Patients considering external beam radiation should be aware that higher radiation doses may reduce the risk for cancer recurrence and improve survival outcome.
Brachytherapy is a technique that implants radioactive "seeds" directly into the prostate. Implants can be temporary or permanent. Temporary implants are usually accompanied by external beam radiation. This procedure requires more skill than external beam radiation therapy. Even with experienced doctors, the distribution of radioactive seeds may be uneven, increasing the risk for insufficient doses. In addition, in some cases the seeds can migrate through the bloodstream to other parts of the body.
It is common for PSA levels to temporarily rise, or "bounce," following seed implantation. This effect is not necessarily a sign of cancer recurrence.
Brachytherapy is mainly used for men who have early stage prostate cancer that is relatively slow growing. It is also used in combination with external beam radiation to treat intermediate-risk localized prostate cancer. Poorer candidates for brachytherapy include men who have had transurethral resection of the prostate (TURP) and patients with advanced cancer, high-grade tumors, or very enlarged prostate glands.
Fatigue is a common side effect for several months following radiation therapy. Other complications include:
Gastrointestinal and Bowel Complications. Complications in the gastrointestinal tract are common. Short-term effects include nausea and loss of appetite. Diarrhea is a very common side effect and can last for the duration of therapy. It is usually treated with Lomotil. It usually goes away eventually, but a few patients have diarrhea flare-ups for years afterwards.
Urinary Problems. Many patients experience a need for frequent urination shortly after radiation therapy, and urgency persists longterm for about some patients.
Erectile Dysfunction. Unlike surgery, erectile dysfunction does not usually occur immediately following radiation therapy. However, the risk for this complication increases after a year or more. External beam radiation may be better at preserving sexual function than brachytherapy. Drug therapies for erectile dysfunction may help. [For more information, see In-Depth Report #15: Erectile dysfunction.]
Radiation may help select patients who still show detectable levels of PSA after surgery (generally 2 ng/mL or less). It may even be useful years after surgery if PSA levels rise.

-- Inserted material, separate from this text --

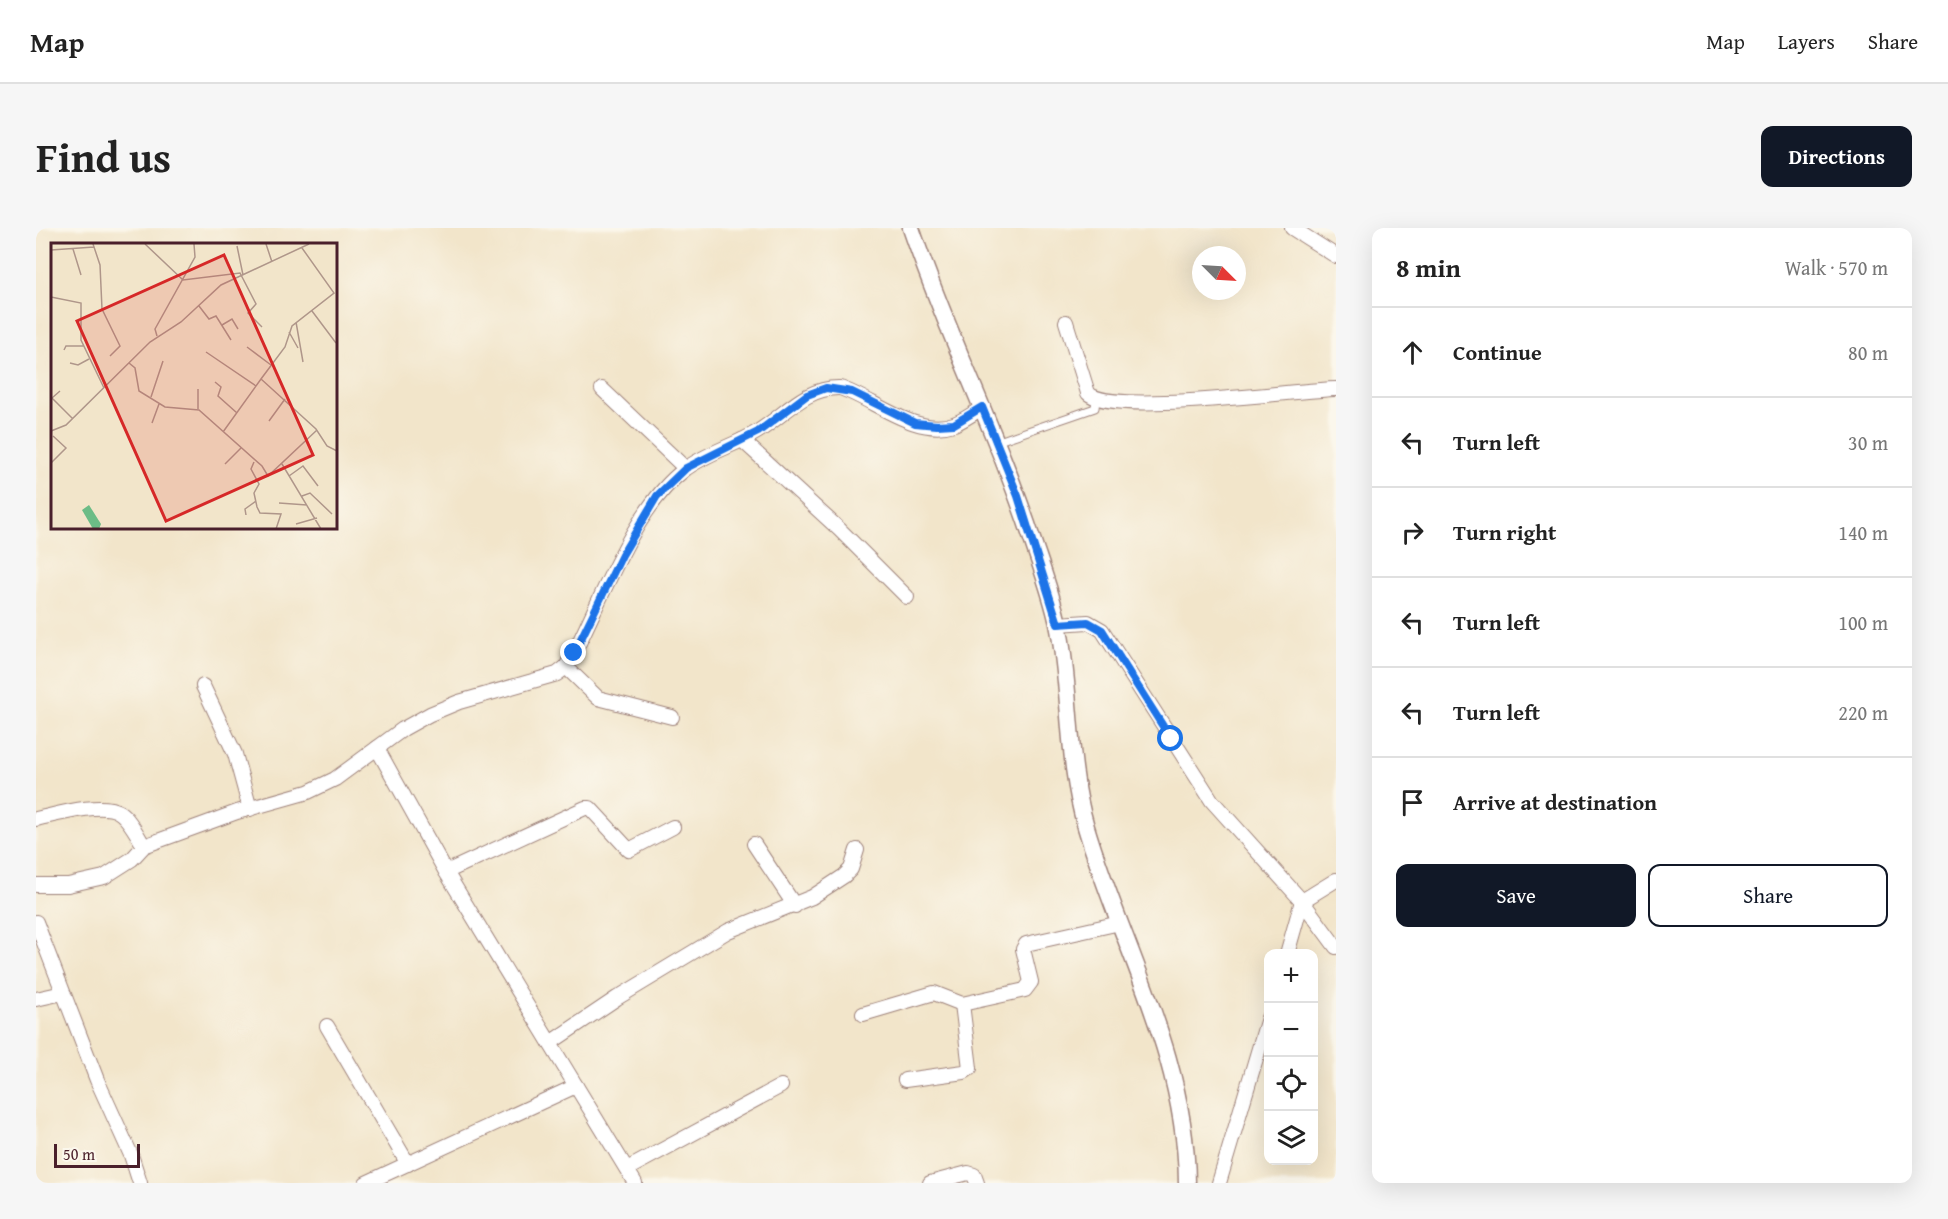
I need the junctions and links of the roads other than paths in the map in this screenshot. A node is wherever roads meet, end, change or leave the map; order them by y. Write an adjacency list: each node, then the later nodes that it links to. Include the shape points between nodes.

Depending on timing, radiation after treatment failure is referred to as either:
Cryosurgery is an alternative to standard prostatectomy for men with localized prostate cancer who do not want or who are not appropriate candidates for radical prostatectomy. It is also an alternative to radiation therapy. The goal of cryosurgery is destruction of the entire prostate gland and possibly surrounding tissue. Steel probes are inserted through the skin between the anus and the rectum and into the prostate. Liquid nitrogen is pumped through the probes to freeze all prostate cells, both healthy and cancerous. For success, cryosurgery requires a uniformly frozen area. The dead cells are absorbed and eliminated by the body.
Cryosurgery is typically a 2-hour outpatient procedure, although some patients may need to stay in the hospital overnight. Cryosurgery may also be used as a salvage procedure for patients who have undergone radiation therapy and have had cancer recurrence detected early.
Nearly all patients experience erectile dysfunction after cryosurgery, and urinary incontinence is also common. Other complications of cryosurgery include urinary retention, swelling, and fistula formation. Incontinence and fistulas tend to occur more when cryosurgery is used as a salvage procedure than when it is used as a primary procedure.
This therapy is still considered experimental by some doctors, and there are no long-term data to compare its effectiveness with standard prostatectomy. For this reason, cryosurgery is generally not considered as a first-line initial treatment.